Given entries:
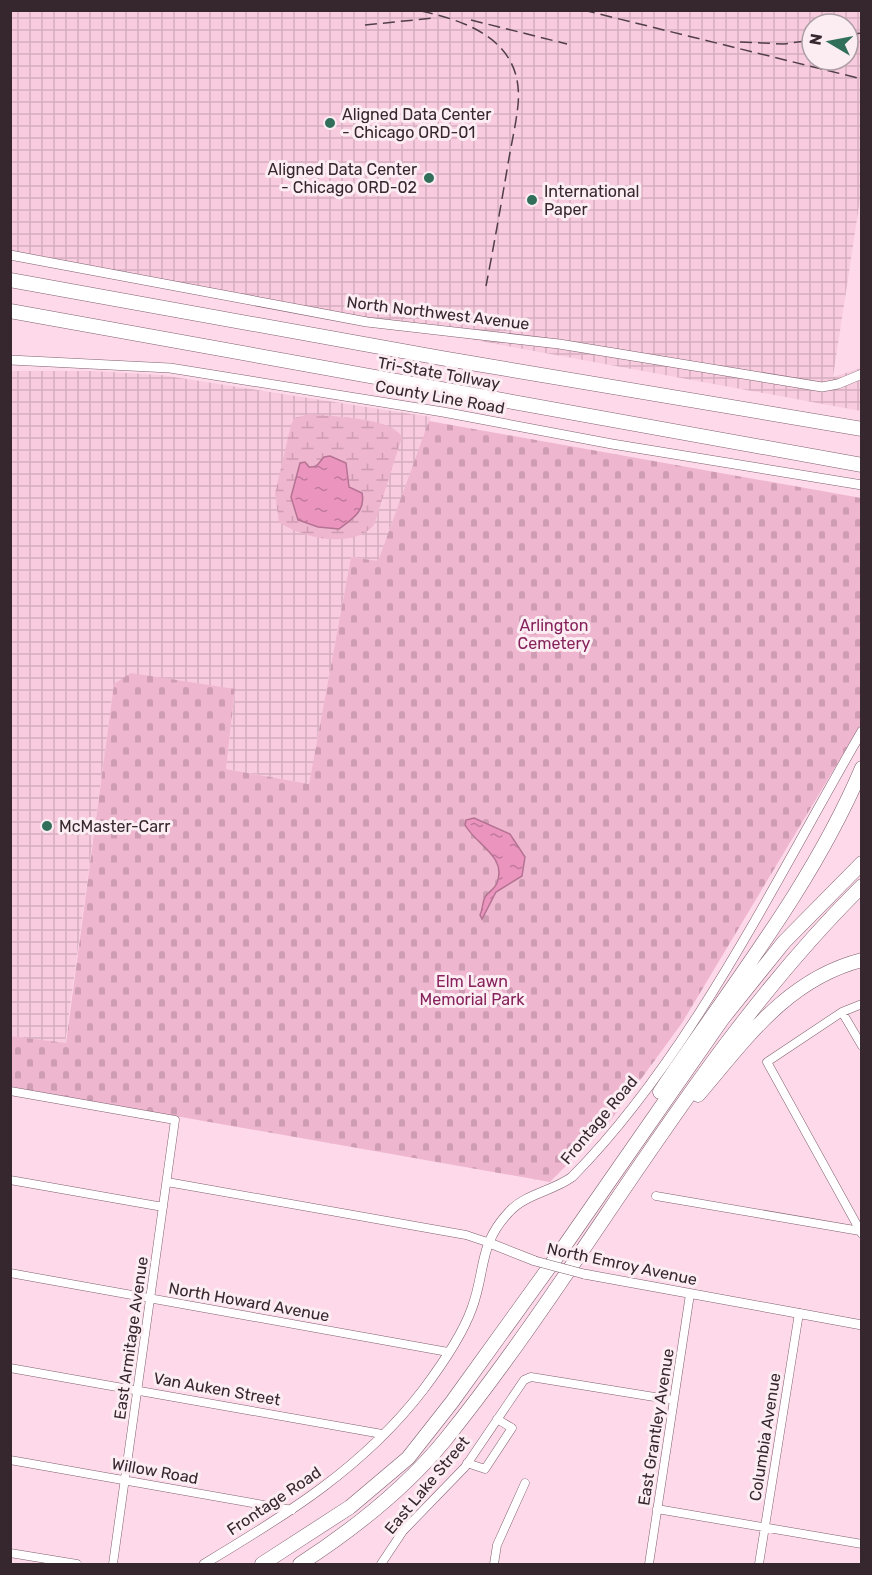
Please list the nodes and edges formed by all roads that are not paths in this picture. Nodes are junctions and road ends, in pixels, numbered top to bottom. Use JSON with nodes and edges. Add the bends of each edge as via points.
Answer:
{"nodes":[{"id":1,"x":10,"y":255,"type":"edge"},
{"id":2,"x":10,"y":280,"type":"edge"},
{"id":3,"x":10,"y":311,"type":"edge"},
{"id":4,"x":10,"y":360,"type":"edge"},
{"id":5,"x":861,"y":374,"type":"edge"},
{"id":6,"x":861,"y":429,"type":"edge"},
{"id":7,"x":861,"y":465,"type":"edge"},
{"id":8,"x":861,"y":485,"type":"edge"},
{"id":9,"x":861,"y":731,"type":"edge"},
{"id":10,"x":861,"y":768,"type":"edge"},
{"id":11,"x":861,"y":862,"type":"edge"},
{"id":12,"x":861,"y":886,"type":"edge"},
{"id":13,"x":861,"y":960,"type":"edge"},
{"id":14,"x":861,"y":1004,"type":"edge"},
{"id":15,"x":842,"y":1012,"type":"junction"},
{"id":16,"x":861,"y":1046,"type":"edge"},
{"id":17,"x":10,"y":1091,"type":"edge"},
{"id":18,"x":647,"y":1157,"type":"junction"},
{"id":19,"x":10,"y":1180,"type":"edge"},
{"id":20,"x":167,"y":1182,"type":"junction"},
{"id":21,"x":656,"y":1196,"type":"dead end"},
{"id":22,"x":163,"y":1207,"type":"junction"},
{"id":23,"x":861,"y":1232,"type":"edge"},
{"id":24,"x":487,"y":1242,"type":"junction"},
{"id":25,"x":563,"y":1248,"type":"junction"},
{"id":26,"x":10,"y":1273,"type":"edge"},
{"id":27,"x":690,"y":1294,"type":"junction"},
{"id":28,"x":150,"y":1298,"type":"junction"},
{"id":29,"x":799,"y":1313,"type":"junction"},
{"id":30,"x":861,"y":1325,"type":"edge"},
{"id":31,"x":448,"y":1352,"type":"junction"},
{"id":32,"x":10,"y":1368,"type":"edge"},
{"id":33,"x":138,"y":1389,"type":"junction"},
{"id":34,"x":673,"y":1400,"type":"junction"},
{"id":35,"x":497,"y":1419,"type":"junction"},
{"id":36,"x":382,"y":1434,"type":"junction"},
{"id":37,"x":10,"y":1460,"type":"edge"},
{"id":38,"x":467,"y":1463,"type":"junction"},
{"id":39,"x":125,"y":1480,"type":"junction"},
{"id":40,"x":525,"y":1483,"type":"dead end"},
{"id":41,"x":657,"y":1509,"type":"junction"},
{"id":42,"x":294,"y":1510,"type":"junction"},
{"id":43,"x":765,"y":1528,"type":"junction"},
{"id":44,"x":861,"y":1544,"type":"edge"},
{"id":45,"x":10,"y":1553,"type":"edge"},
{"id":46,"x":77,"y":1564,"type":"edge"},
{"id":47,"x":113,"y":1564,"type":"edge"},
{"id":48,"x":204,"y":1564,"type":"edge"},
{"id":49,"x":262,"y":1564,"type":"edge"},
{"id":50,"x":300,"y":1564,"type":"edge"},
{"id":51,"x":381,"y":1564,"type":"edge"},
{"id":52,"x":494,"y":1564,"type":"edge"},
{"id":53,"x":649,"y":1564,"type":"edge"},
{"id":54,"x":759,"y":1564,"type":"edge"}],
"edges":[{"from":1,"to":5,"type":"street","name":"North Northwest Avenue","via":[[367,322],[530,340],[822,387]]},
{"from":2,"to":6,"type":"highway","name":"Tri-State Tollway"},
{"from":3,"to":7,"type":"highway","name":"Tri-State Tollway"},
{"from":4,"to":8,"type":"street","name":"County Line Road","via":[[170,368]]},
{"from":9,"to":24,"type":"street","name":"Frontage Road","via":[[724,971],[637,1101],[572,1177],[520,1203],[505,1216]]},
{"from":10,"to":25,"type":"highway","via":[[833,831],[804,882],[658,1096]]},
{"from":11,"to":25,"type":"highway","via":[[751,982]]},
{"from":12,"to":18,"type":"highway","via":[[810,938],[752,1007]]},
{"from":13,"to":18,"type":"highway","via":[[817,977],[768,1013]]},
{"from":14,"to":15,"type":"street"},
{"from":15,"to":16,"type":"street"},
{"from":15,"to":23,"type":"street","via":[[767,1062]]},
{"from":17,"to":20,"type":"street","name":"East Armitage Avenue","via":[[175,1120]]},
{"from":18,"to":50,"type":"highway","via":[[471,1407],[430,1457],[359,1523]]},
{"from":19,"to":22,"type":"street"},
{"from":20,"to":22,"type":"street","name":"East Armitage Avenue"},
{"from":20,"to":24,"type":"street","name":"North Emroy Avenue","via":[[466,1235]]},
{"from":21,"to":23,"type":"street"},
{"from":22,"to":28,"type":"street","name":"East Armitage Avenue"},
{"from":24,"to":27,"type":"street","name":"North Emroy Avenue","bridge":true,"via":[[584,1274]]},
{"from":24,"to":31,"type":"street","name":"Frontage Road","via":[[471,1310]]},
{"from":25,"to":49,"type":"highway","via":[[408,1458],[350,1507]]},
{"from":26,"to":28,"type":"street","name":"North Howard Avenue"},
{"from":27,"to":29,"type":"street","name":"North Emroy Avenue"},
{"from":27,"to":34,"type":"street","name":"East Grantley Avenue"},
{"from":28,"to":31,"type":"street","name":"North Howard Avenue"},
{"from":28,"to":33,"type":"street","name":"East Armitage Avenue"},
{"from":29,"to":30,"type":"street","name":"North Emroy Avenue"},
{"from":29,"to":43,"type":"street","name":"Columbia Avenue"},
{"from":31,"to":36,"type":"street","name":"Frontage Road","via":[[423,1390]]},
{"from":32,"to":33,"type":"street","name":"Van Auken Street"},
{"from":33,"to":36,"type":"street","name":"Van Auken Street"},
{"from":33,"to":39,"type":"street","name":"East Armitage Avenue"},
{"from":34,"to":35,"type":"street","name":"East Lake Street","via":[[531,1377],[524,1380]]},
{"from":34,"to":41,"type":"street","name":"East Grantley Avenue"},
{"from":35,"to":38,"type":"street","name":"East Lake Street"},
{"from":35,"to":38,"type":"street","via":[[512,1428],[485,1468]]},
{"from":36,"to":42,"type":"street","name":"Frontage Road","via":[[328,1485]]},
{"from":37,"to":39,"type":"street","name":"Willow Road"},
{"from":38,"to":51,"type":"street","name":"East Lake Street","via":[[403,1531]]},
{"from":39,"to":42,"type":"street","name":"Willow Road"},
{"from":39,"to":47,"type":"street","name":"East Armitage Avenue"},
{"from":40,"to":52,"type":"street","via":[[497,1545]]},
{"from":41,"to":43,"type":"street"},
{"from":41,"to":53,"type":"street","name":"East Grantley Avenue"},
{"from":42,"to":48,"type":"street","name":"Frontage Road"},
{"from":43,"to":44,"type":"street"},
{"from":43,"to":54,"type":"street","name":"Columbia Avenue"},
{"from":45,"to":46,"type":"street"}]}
==
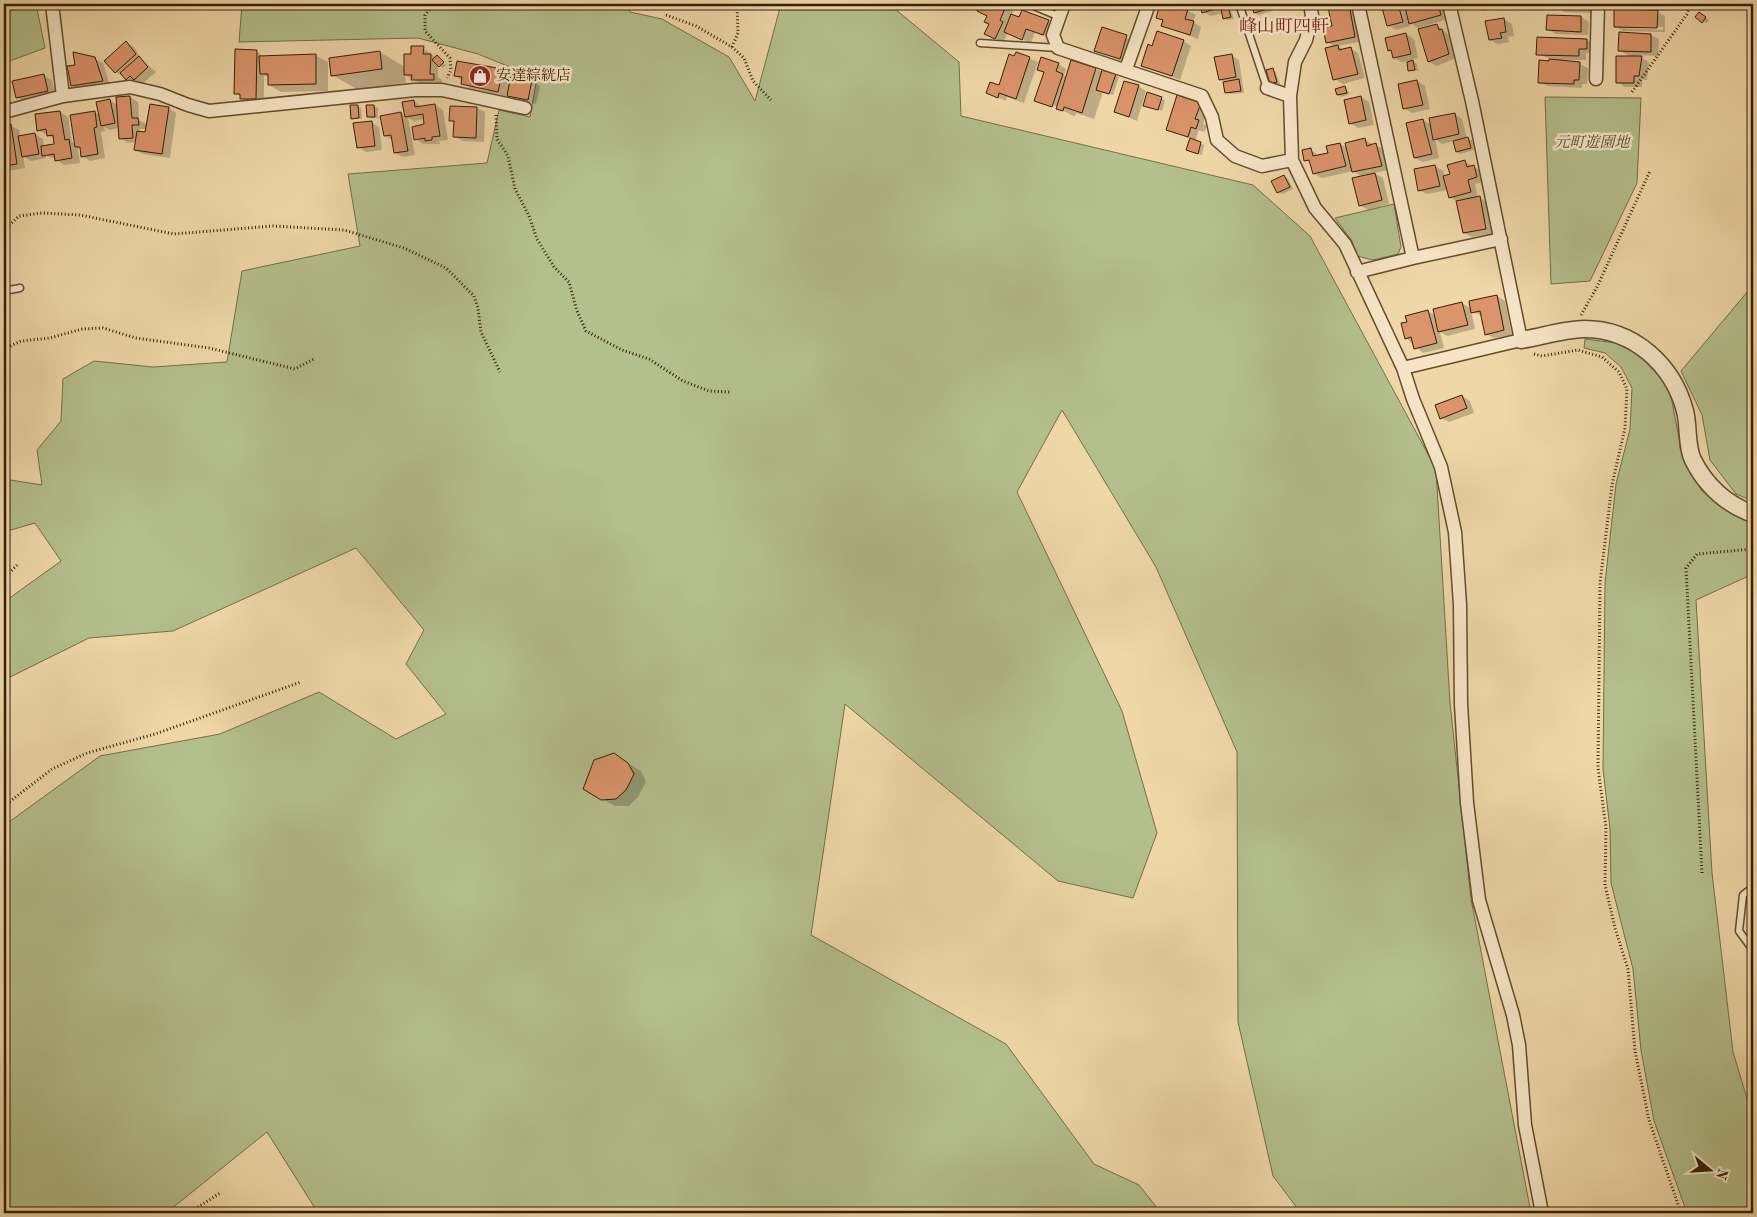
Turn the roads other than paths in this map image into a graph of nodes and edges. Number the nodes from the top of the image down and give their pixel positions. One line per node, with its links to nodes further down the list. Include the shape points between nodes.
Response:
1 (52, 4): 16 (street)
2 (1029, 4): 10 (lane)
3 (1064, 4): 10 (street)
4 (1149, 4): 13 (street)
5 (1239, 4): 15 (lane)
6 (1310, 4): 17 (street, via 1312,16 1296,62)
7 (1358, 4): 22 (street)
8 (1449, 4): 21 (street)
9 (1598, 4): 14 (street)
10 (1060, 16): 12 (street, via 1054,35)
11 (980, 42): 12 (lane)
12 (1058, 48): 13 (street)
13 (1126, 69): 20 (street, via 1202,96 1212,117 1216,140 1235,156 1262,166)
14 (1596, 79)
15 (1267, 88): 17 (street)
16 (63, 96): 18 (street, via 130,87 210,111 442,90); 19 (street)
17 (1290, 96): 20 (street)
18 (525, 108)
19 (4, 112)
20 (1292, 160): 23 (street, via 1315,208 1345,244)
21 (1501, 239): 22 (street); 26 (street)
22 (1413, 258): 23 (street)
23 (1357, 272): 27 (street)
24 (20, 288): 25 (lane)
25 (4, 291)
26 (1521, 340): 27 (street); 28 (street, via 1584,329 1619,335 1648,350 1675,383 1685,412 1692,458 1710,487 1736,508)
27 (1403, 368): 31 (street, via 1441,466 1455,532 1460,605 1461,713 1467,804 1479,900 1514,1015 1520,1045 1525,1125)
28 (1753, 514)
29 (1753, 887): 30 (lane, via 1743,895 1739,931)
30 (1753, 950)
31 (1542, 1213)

Assigned task: The exercise is to copy out every line above that has the word "paths" in it.

Answer below:
Please list the nodes and edges formed by all roads that are not paths in this picture. Nodes are junctions and road ends, in pixels, numbered top to bottom. Use JSON with nodes and edges. Add the bends of each edge as via points.
Turn the roads other than paths in this map image into a graph of nodes and edges. Number the nodes from the top of the image down and give their pixel positions. One line per node, with its links to nodes further down the list. Include the shape points between nodes.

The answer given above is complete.